First, make sure you have a copy, in your possession, of your current website.

Next, establish an account at the webhost you’ve selected. Your new web development firm can upload your website copy and reestablish your website presence, usually in a matter of hours.

  • Choose a reputable webhost, not just whoever advertises the most. In our case, we use Pair Networks because they’re big enough to be reliable and small enough to be responsive.
  • Changing your webhost can affect email access. Your new developer may need to add MX records to ensure that your company email addresses work properly.
  • Changing webhosts can also mean site downtime, particularly if you’re transferring a domain first. Work with your developer to minimize site downtime for your specific situation.

If you don’t have a backup copy of your current site, you can either proceed to Step 3 below, gain access to your WordPress installation, and make a backup using FTP, UpdraftPlus or a similar tool.

Or, you can simply recreate the site, which is sometimes the fastest, simplest and least expensive solution.

While there are tools that can scrape and download your site even without webhost access, most businesses that encounter these issues have small, simple sites and re-creation is faster. If you’ve got certain content that would be harder to recreate, cut-and-paste (if it’s text) and screen-grab tools can be helpful. Images can usually be saved locally simply by right-clicking.

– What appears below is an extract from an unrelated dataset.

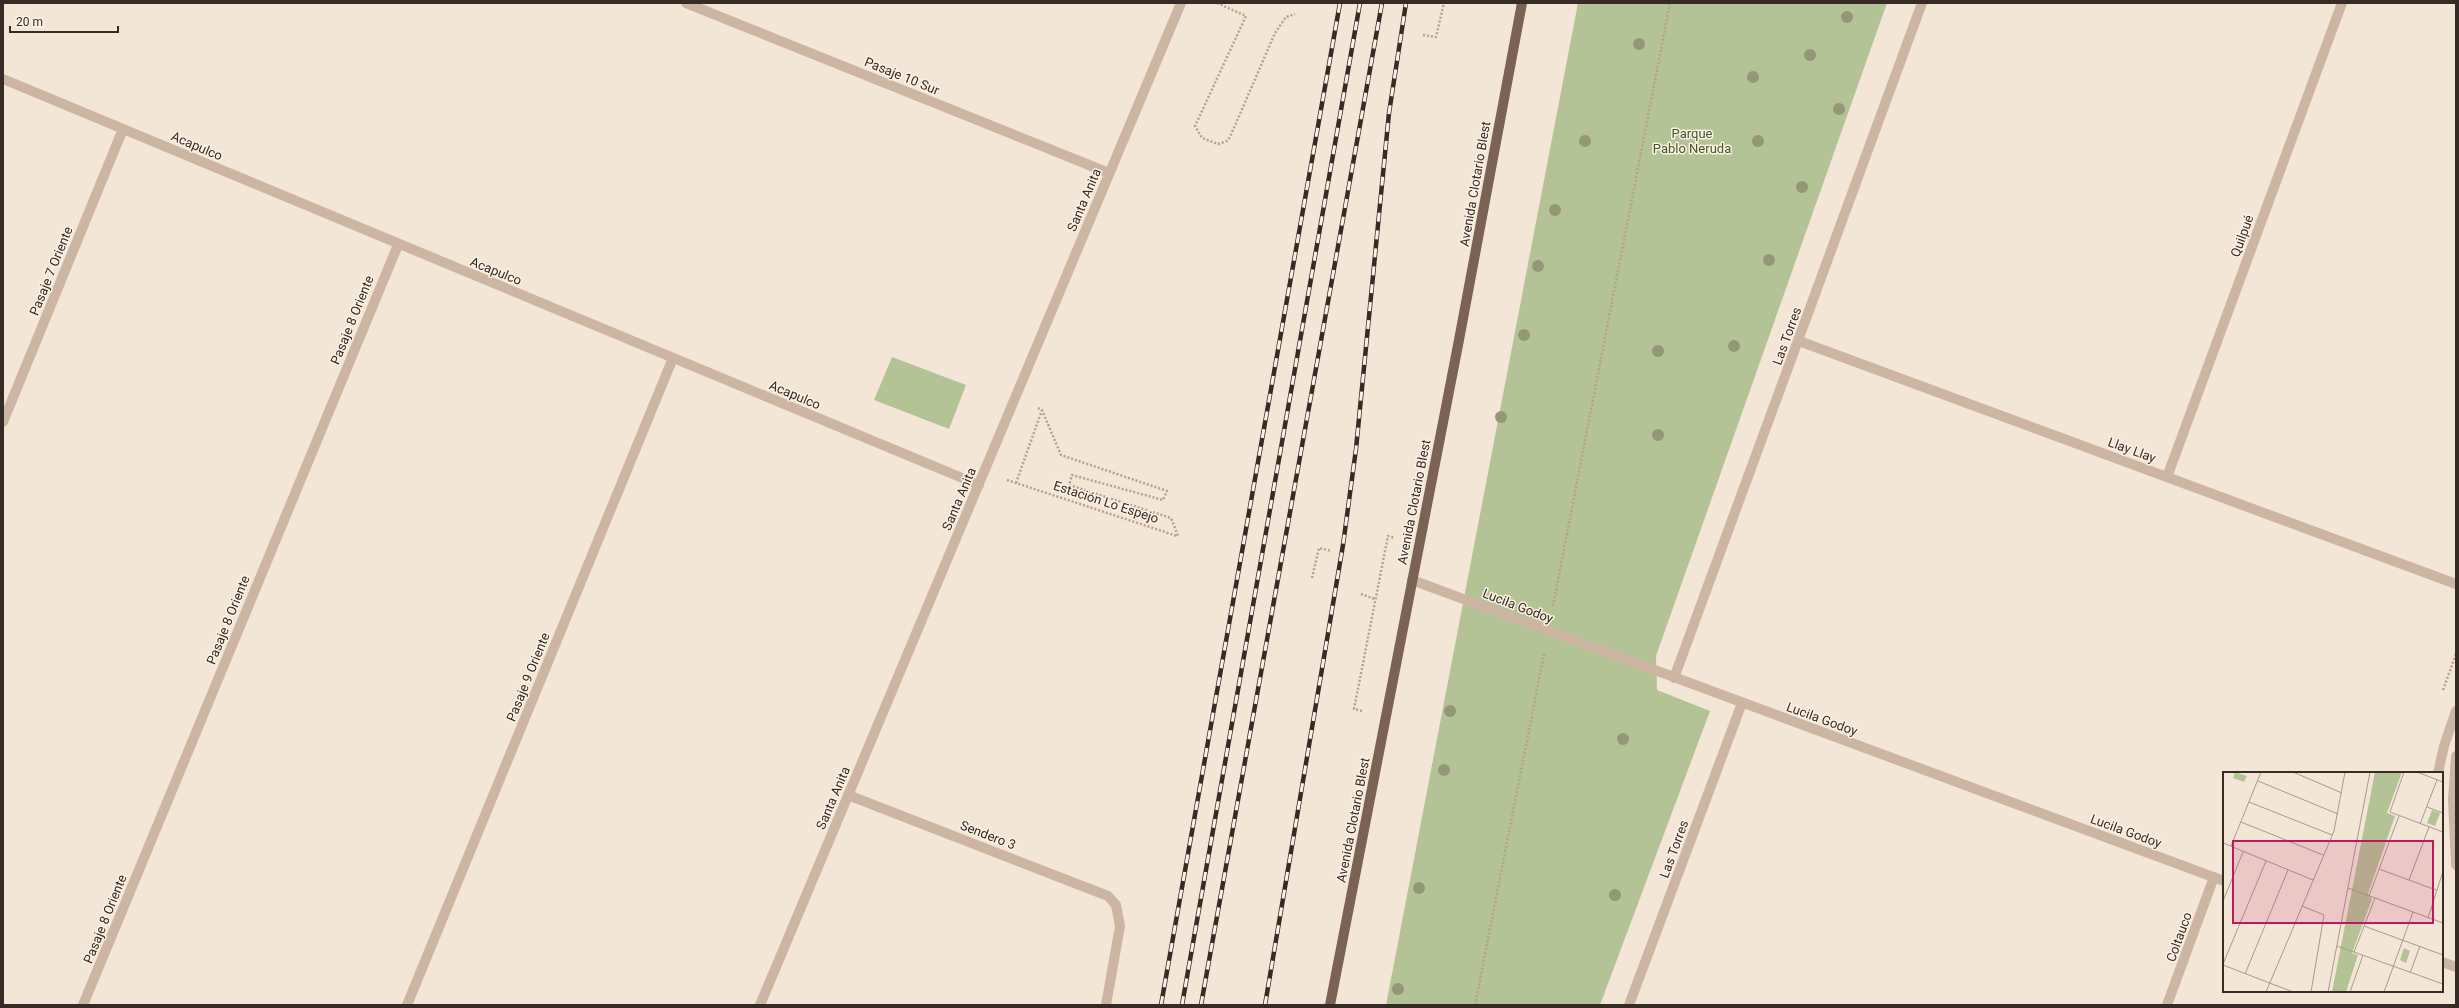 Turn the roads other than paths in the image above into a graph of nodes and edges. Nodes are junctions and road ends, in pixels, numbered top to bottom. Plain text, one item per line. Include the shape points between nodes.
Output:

  • Changing your webhost can affect email access. Your new developer may need to add MX records to ensure that your company email addresses work properly.
  • Changing webhosts can also mean site downtime, particularly if you’re transferring a domain first. Work with your developer to minimize site downtime for your specific situation.

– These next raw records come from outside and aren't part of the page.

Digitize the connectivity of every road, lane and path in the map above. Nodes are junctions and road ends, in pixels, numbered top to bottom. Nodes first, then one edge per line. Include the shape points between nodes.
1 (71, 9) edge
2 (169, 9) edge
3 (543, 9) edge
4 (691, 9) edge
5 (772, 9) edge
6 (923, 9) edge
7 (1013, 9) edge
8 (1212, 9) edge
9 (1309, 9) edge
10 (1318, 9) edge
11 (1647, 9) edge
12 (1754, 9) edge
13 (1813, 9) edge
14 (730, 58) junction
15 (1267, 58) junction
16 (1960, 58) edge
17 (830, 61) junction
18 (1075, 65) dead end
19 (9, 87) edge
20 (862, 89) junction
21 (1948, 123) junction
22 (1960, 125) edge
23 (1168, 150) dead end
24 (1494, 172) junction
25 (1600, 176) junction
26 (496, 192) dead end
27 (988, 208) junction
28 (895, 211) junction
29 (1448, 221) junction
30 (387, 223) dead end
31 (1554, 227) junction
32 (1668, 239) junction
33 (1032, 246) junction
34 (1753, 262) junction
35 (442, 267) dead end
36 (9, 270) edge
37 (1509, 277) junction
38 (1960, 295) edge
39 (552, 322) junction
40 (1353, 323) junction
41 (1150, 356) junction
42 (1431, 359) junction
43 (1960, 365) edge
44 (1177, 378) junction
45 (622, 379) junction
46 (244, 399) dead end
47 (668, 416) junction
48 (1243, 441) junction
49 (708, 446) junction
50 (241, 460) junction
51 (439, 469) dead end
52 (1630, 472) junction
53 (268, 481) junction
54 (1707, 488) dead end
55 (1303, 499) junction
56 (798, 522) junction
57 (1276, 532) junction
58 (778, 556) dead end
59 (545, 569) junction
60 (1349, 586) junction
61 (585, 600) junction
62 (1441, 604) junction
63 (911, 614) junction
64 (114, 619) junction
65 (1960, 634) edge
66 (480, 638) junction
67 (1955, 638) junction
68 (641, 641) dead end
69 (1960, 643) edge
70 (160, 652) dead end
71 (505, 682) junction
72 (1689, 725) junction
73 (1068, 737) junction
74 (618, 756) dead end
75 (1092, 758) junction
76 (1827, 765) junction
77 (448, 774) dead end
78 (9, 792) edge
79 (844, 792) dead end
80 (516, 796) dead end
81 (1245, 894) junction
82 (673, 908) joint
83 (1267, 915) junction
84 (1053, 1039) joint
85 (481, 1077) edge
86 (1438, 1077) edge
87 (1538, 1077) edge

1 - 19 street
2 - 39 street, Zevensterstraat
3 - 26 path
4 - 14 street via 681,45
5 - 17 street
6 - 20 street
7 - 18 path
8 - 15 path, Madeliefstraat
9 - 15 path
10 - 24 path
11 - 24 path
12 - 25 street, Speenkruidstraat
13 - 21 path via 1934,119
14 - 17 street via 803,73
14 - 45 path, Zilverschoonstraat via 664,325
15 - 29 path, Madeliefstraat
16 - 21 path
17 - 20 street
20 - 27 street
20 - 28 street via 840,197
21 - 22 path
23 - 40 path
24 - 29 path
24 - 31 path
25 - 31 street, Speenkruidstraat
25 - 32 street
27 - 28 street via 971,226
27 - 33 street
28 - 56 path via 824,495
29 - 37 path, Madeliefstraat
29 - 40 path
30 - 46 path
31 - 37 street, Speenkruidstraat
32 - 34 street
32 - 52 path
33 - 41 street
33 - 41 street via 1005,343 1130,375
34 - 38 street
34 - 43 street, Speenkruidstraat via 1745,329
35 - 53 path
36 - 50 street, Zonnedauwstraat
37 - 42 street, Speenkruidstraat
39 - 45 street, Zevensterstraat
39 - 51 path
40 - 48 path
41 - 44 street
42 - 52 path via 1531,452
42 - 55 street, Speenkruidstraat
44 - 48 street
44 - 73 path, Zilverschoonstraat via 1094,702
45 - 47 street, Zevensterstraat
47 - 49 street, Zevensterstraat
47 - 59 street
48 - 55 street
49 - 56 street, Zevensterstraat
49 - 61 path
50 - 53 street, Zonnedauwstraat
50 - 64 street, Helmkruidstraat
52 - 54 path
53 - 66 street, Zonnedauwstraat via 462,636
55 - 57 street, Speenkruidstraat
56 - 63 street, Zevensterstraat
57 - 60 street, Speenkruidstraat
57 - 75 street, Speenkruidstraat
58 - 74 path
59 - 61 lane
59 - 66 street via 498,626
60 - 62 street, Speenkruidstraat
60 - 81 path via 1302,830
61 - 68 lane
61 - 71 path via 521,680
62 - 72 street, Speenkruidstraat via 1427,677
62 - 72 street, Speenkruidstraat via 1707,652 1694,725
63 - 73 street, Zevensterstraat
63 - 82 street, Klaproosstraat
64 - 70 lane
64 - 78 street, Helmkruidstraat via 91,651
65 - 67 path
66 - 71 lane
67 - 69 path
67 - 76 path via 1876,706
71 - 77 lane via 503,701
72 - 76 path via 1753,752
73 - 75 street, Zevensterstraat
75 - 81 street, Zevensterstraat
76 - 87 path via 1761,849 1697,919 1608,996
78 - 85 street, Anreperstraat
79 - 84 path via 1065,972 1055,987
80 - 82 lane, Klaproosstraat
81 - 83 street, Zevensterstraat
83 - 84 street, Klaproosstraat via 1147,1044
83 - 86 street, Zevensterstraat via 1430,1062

3. Get control of your WordPress installation

If you don’t have admin access to your current WordPress install, you’ll need to work with your new developer to log in to your webhost account where your site is hosted. Then, directly modify the WordPress database table which contains the WordPress usernames.

Change the email address associated with the admin account to your email address, and use “lost my password” to complete the login process.

Then, review all user accounts and delete or disable your problem developer’s access.

Now, you can make a copy of your site for use at your new webhost.

4. Get control of your Google accounts

If you don’t have access to your Google Business, Google Analytics, or Google Ads accounts, use Google’s recovery process and Google Support resources to reestablish control as the primary user.

Then, as always, remove your previous developer’s access.

5. Secure other key online platforms

Inventory all of your remaining mission-critical online tools and ensure that you have access. Common examples include:

  • Account details for any important and/or premium WordPress plugins
  • Facebook & Instagram
  • Yelp
  • LinkedIn
  • Twitter
  • Stripe or other payment processing tools
  • Member management software, like MindBody or Zen Planner
  • Email marketing platforms like Mailchimp or ActiveCampaign
  • Sprout Social, Hootsuite or other social media management tools

And going forward — make sure you have the keys to your online kingdom!